After much too long a wait, Kauffman has finally come out with another movie, and despite being stop-motion animation, it’s his most grounded and realistic movie yet. Which is not to say there isn’t a bit of magical realism. It’s a world where our protagonist, Michael Stone, is on a business trip to Cincinnati set to give a speech on customer service something something and in his world, everyone sounds exactly the same. Everyone. The people on TV, the bellhop at his hotel, the cab driver, his fellow airline passengers, his wife, his child, his ex. They all are exactly the same person. The same dull, dreary person. Until, a miracle. There’s someone else! Her name is Lisa, and she’s staying in the very same hotel.

And things progress from there in a quiet, heartbreaking way. This is not a movie where you want to be identifying with the “hero”, and yet for many of us, there we are, right up onscreen.

There are only three vocal performances in the movie. David Thewlis as Michael, Jennifer Jason Leigh as Lisa, and Tom Noonan as everyone else in the world. They’re all excellent, delivering Kaufman’s amazing dialog flawlessly. The stop-motion animation is choppy and rudimentary, a long way from Pixar, but it fits the story perfectly. There’s also a sex scene that is one of the most beautifully intimate ever put on film.

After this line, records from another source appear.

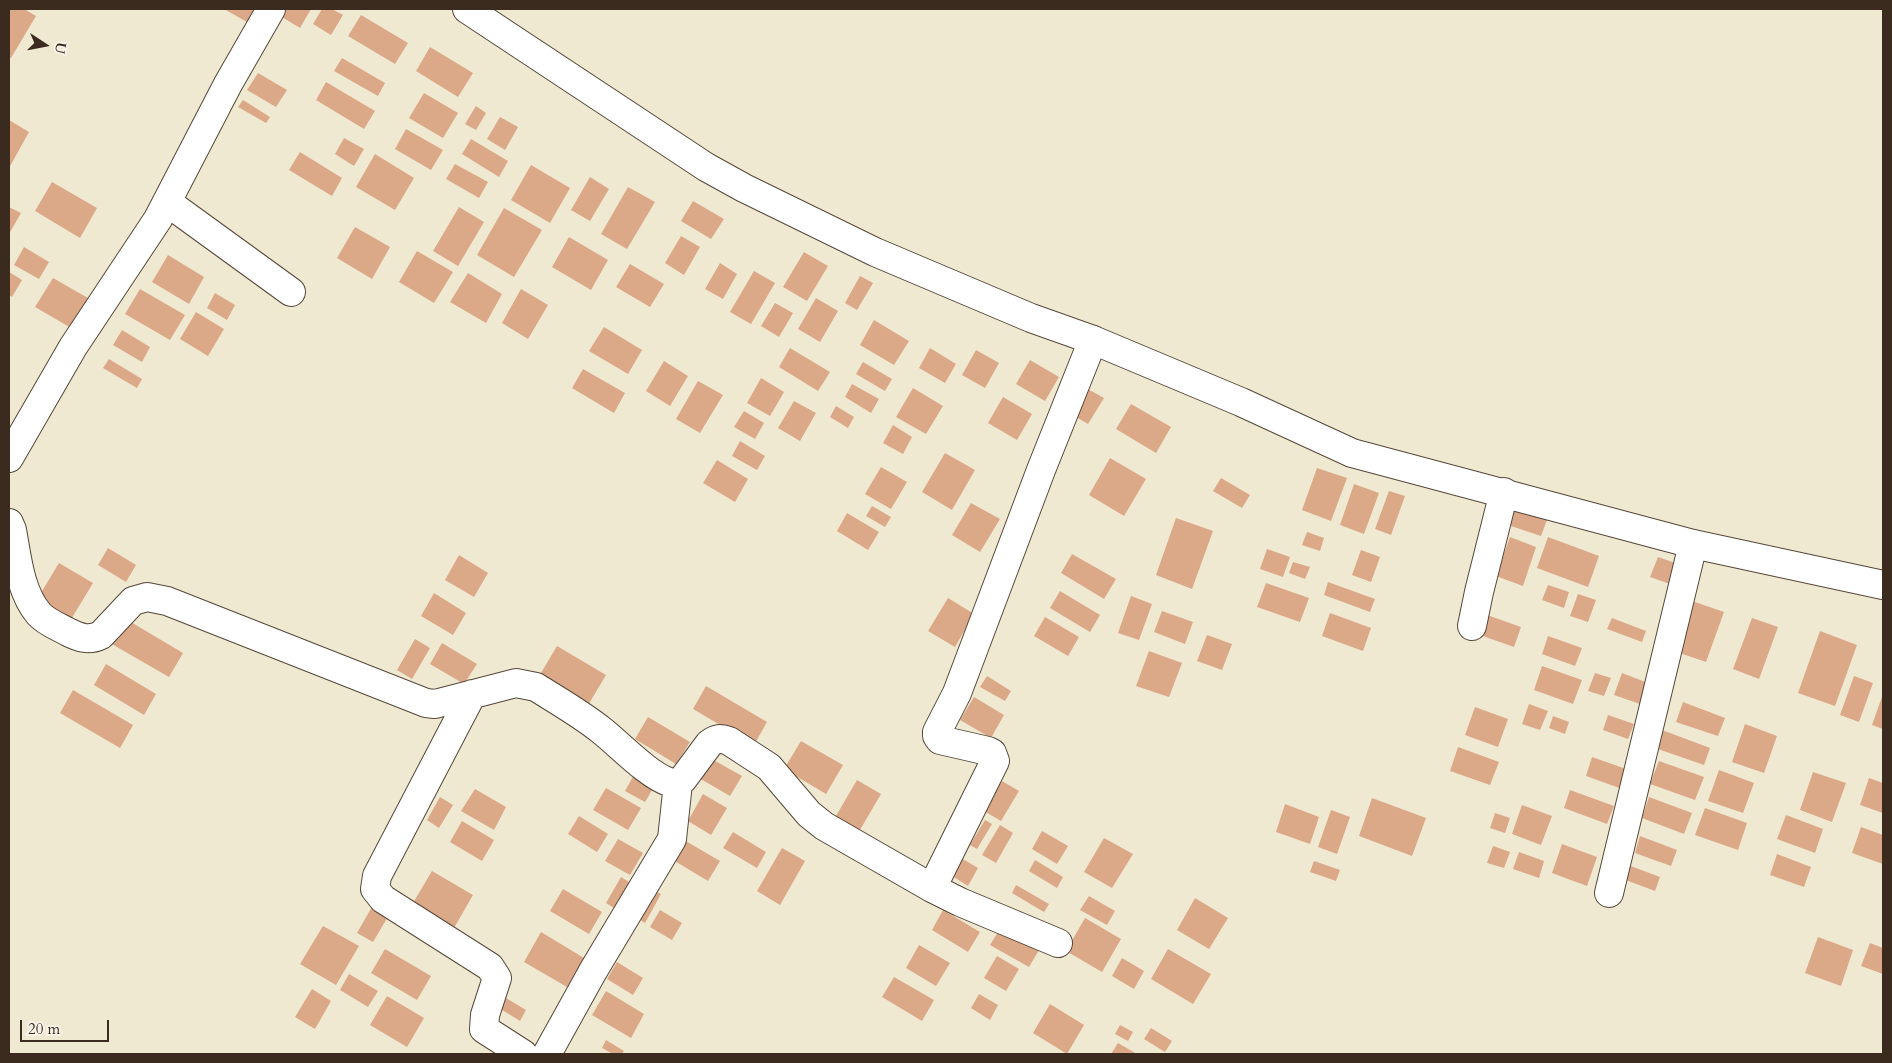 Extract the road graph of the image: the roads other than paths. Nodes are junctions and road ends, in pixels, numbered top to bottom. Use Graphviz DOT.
graph roads {
  1 [pos="271,9"];
  2 [pos="467,9"];
  3 [pos="167,202"];
  4 [pos="291,292"];
  5 [pos="1093,340"];
  6 [pos="9,458"];
  7 [pos="1504,492"];
  8 [pos="9,523"];
  9 [pos="1693,544"];
  10 [pos="1883,585"];
  11 [pos="1472,626"];
  12 [pos="472,694"];
  13 [pos="678,783"];
  14 [pos="932,888"];
  15 [pos="1609,893"];
  16 [pos="1058,943"];
  17 [pos="522,1054"];
  18 [pos="547,1054"];
  1 -- 3 [label="street"];
  2 -- 5 [label="street"];
  3 -- 4 [label="street"];
  3 -- 6 [label="street"];
  5 -- 7 [label="street"];
  5 -- 14 [label="street"];
  7 -- 9 [label="street"];
  7 -- 11 [label="street"];
  8 -- 12 [label="street"];
  9 -- 10 [label="street"];
  9 -- 15 [label="street"];
  12 -- 13 [label="street"];
  12 -- 17 [label="street"];
  13 -- 14 [label="street"];
  13 -- 18 [label="street"];
  14 -- 16 [label="street"];
} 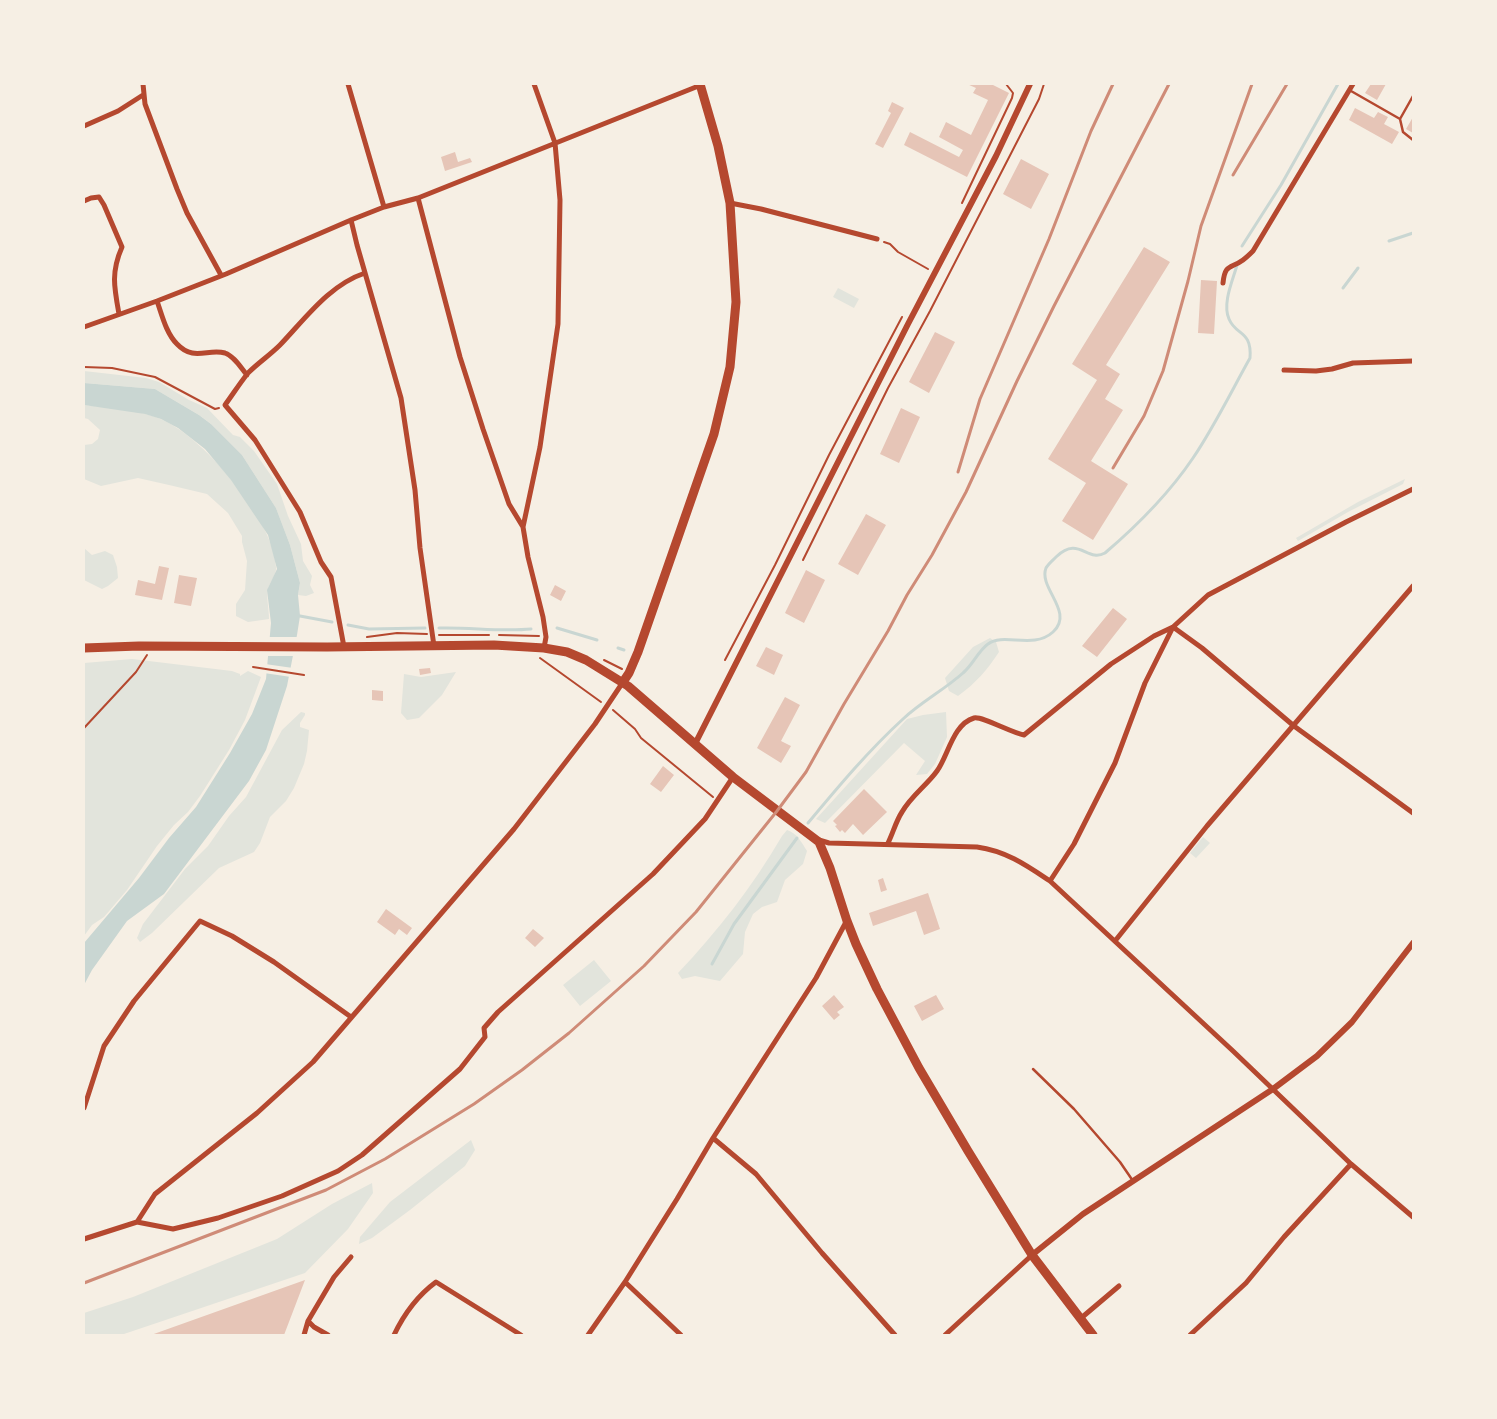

Ultimately, it’s the lesson being conveyed here that resonates so strongly with people like myself who identify with Michael. It’s a lesson that you’ll just have to discover for yourself, if you choose to go. Although it’s probably too late for Michael Stone, and Charlie Kaufmann. But that’s all right, because he’s given us the gift of some of the finest art in the 21st Century.